» Given entries
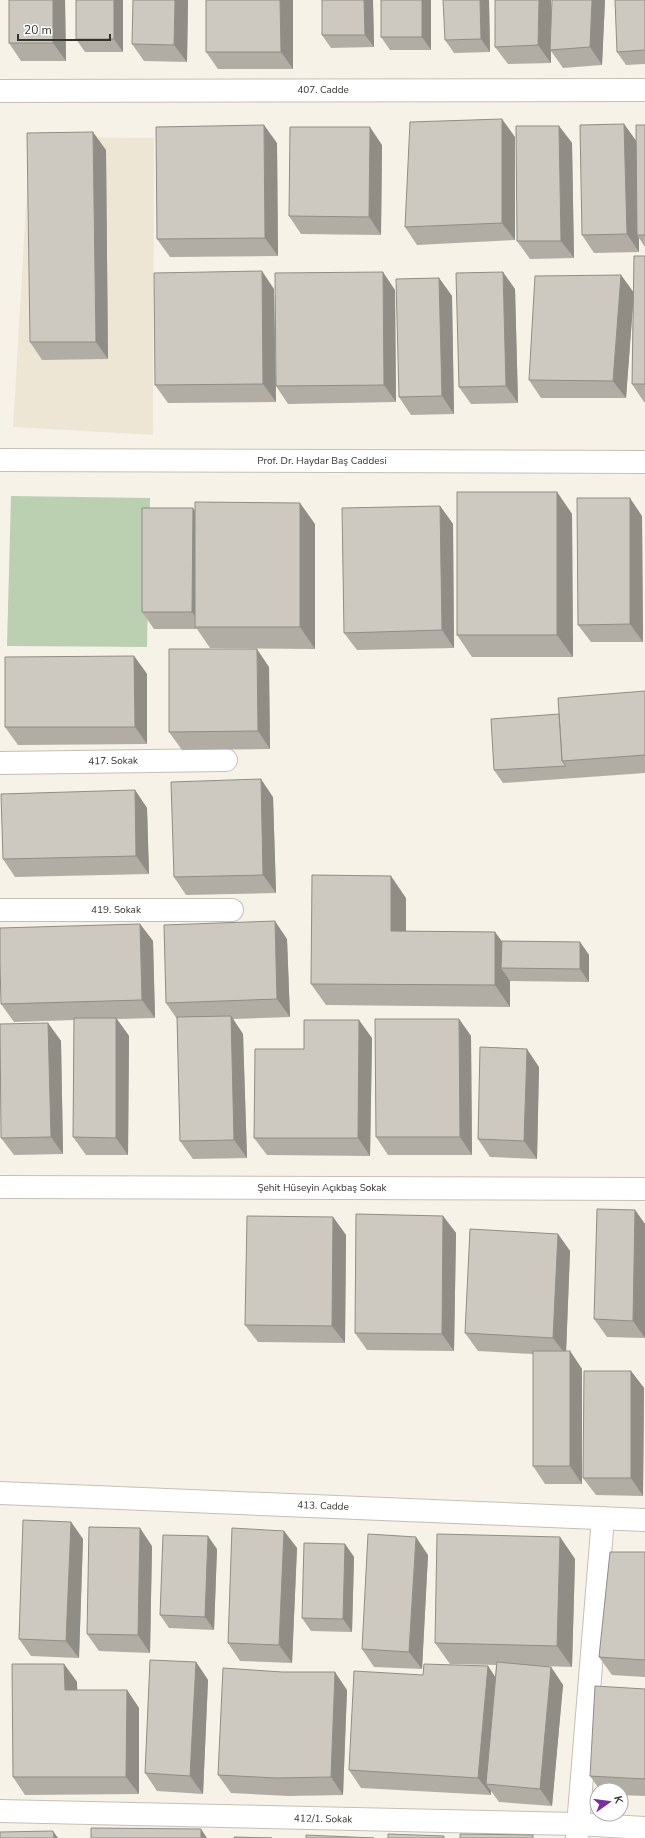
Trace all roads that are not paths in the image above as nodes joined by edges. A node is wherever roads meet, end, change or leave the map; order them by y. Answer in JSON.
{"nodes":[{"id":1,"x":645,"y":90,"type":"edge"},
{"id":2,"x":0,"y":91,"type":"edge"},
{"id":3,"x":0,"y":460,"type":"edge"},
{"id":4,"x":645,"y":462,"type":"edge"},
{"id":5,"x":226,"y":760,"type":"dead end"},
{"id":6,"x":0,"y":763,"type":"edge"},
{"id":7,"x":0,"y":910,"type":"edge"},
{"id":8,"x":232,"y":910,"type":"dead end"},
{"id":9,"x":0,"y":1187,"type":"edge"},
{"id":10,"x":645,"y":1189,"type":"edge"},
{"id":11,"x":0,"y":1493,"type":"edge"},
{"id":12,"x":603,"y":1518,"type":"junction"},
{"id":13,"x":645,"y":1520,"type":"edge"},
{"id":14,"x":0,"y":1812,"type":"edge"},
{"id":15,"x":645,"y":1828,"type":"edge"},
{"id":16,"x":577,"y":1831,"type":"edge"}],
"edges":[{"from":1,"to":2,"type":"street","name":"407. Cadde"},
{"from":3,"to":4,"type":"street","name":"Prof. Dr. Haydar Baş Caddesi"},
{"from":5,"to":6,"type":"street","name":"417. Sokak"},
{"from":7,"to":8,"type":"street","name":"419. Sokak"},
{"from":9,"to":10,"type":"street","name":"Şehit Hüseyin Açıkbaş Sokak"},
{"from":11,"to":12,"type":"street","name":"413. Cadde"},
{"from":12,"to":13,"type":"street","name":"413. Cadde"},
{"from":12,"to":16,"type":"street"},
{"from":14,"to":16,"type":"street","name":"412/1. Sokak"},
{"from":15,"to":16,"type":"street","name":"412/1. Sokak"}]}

» Exercise aim
Please copy every record above exactly, but leave the pictures out.

» Reply to the exercise
Trace all roads that are not paths in the image above as nodes joined by edges. A node is wherever roads meet, end, change or leave the map; order them by y. Answer in JSON.
{"nodes":[{"id":1,"x":645,"y":90,"type":"edge"},
{"id":2,"x":0,"y":91,"type":"edge"},
{"id":3,"x":0,"y":460,"type":"edge"},
{"id":4,"x":645,"y":462,"type":"edge"},
{"id":5,"x":226,"y":760,"type":"dead end"},
{"id":6,"x":0,"y":763,"type":"edge"},
{"id":7,"x":0,"y":910,"type":"edge"},
{"id":8,"x":232,"y":910,"type":"dead end"},
{"id":9,"x":0,"y":1187,"type":"edge"},
{"id":10,"x":645,"y":1189,"type":"edge"},
{"id":11,"x":0,"y":1493,"type":"edge"},
{"id":12,"x":603,"y":1518,"type":"junction"},
{"id":13,"x":645,"y":1520,"type":"edge"},
{"id":14,"x":0,"y":1812,"type":"edge"},
{"id":15,"x":645,"y":1828,"type":"edge"},
{"id":16,"x":577,"y":1831,"type":"edge"}],
"edges":[{"from":1,"to":2,"type":"street","name":"407. Cadde"},
{"from":3,"to":4,"type":"street","name":"Prof. Dr. Haydar Baş Caddesi"},
{"from":5,"to":6,"type":"street","name":"417. Sokak"},
{"from":7,"to":8,"type":"street","name":"419. Sokak"},
{"from":9,"to":10,"type":"street","name":"Şehit Hüseyin Açıkbaş Sokak"},
{"from":11,"to":12,"type":"street","name":"413. Cadde"},
{"from":12,"to":13,"type":"street","name":"413. Cadde"},
{"from":12,"to":16,"type":"street"},
{"from":14,"to":16,"type":"street","name":"412/1. Sokak"},
{"from":15,"to":16,"type":"street","name":"412/1. Sokak"}]}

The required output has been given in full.